Q: In generating a world inspired by a Marvel Comics character, “Legion” has a bounty of twists and turns. Do you ever get confused in enacting it?
A: I do find that each subsequent script reconfigures the current one I’m reading, and they always take at least three or four readings before you realize there’s something I missed. It’s often in a stage direction, because like most actors, I don’t read them … and I come on set and say, “Wait. There’s a cow?” And, “Oh, yeah. That was the bit where I wasn’t speaking.” It’s there. There’s always something that you miss.
Q: How often do you consult with executive producer Noah Hawley (“Fargo”) about what’s happening in the show?
A: We’re sort of at a level of psychic communication where I don’t need to ask so many questions. As Noah says, the scripts are probably more confusing than the show ends up being, and everybody – cast, crew – we often find ourselves asking questions we don’t really need to be asking, (and we) get in a terrible tangle about something. It is actually straightforward, and it’s been sort of dressed up to look more abstract and playful than it actually is. That’s part of the fun of the show, I think.

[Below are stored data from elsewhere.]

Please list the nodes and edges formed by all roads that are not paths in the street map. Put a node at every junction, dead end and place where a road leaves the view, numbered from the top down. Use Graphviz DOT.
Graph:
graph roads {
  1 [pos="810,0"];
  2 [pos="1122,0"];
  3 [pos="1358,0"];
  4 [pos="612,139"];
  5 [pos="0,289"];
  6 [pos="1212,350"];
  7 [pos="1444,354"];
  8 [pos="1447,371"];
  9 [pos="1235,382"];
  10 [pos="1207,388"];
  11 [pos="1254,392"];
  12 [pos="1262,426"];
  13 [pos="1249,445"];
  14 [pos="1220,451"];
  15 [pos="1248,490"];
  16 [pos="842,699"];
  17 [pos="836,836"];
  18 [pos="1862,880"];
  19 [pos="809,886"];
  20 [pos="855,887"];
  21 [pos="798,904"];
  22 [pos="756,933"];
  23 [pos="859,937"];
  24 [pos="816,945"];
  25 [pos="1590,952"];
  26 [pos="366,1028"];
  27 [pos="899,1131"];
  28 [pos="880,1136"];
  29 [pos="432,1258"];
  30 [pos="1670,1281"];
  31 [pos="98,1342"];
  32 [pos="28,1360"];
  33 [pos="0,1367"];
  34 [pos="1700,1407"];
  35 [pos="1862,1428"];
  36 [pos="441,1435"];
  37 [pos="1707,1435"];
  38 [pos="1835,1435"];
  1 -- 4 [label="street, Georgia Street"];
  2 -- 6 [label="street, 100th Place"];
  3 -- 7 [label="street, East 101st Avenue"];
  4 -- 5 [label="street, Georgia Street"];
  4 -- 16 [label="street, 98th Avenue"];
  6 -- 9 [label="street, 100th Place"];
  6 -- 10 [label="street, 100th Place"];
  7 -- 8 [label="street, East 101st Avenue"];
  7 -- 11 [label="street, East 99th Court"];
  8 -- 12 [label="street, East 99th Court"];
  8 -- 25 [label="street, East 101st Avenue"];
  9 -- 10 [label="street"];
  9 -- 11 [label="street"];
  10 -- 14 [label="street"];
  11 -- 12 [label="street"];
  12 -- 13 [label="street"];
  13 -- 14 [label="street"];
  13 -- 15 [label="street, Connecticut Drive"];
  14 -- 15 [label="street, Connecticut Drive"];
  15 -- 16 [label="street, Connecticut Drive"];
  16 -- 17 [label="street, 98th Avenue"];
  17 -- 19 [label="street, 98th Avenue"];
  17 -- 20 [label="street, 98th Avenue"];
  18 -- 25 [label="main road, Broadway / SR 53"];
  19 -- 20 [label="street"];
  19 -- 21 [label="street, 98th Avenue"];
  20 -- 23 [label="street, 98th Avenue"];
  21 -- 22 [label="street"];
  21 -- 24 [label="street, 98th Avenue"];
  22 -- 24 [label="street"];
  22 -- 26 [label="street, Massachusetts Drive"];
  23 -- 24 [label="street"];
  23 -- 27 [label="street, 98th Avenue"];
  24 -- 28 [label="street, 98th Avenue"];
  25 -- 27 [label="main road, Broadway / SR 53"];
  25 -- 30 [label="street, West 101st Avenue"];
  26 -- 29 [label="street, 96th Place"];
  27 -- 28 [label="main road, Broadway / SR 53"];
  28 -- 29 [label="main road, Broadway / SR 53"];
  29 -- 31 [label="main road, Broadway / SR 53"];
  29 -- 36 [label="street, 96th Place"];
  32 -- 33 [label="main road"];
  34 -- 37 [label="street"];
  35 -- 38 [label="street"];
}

Q: Which fantasy shows do you consider to be touchstones of the genre?
A: My mom and I used to love “Quantum Leap.” That was a staple. But there were lots of … like, “Mork & Mindy,” in terms of American shows. In terms of British shows, I was raised on a pretty heavy diet of “Monty Python,” which has formed most of what I’ve done in my life.
And “Doctor Who,” I guess. My “Doctor Who” was very sort of (the version that starred) Tom Baker, which was in itself quite an experience. Just watching Tom Baker do anything is quite psychedelic. I think there was a slightly more surreal sensibility, in some of the British comedy particularly, but maybe some of the sci-fi as well.